Source:  Dawn,  The Express Tribune, The News International

FAA issues final rule on pilot fatigue

December 21, 2011

The U.S.  Federal Aviation Administration (FAA) issued a final rule that overhauls commercial passenger airline pilot scheduling to ensure pilots have a longer opportunity for rest before they enter the cockpit. The National Transportation Safety Board (NTSB) was pleased with the new rule but also voiced concerns on the limitation to Part 121 carriers.

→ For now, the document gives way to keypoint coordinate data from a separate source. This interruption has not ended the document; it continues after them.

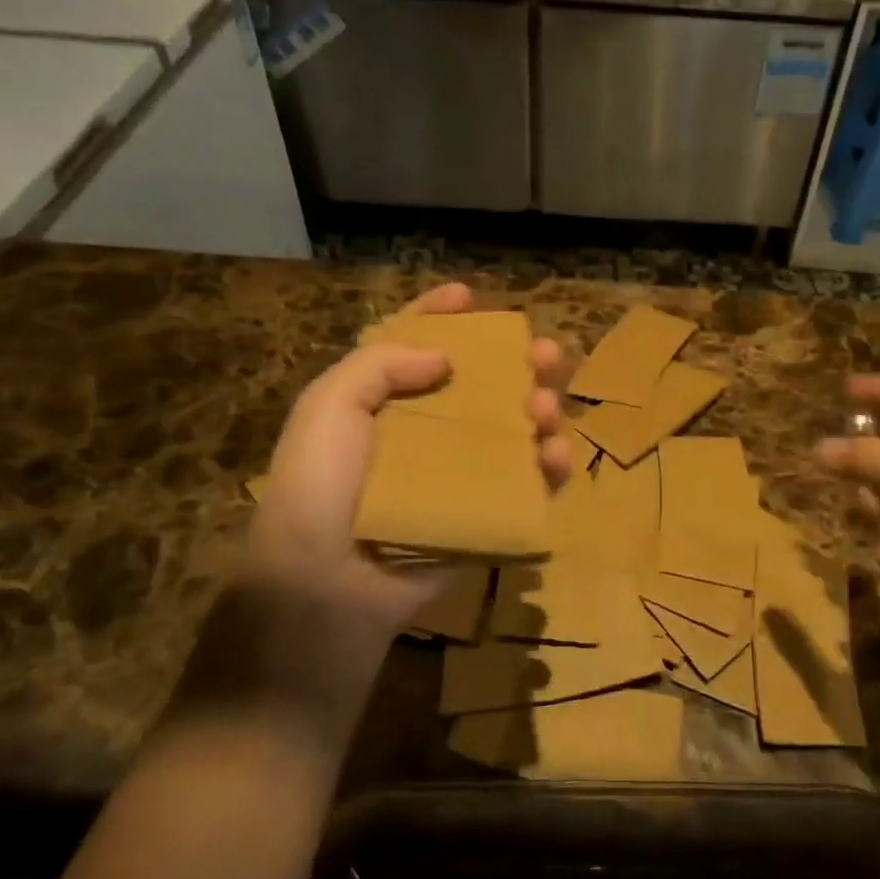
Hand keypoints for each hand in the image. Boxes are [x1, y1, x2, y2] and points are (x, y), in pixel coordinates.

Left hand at [235, 284, 569, 697]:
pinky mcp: (484, 516)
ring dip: (538, 411)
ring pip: (512, 432)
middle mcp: (424, 433)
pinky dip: (549, 467)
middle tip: (545, 352)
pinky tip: (557, 453)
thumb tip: (443, 358)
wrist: (327, 583)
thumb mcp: (330, 405)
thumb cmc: (322, 485)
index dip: (440, 316)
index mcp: (381, 402)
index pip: (414, 346)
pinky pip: (527, 485)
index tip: (469, 294)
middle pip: (480, 387)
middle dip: (516, 363)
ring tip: (546, 406)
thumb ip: (381, 364)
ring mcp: (458, 477)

Fatigue has been on the NTSB’s Most Wanted List of transportation safety improvements since 1990. The Department of Transportation identified the issue of pilot fatigue as a top priority during a 2009 airline Safety Call to Action following the crash of Colgan Air flight 3407. The FAA launched an effort to take advantage of the latest research on fatigue to create a new pilot flight, duty and rest proposal, which the agency issued on September 10, 2010. This proposed rule is now final.

The NTSB reacted in a statemtent, saying that, “while this is not a perfect rule, it is a huge improvement over the status quo for large passenger-carrying operations. Yet, we are extremely disappointed that the new rule is limited to Part 121 carriers. A tired pilot is a tired pilot, whether there are 10 paying customers on board or 100, whether the payload is passengers or pallets.”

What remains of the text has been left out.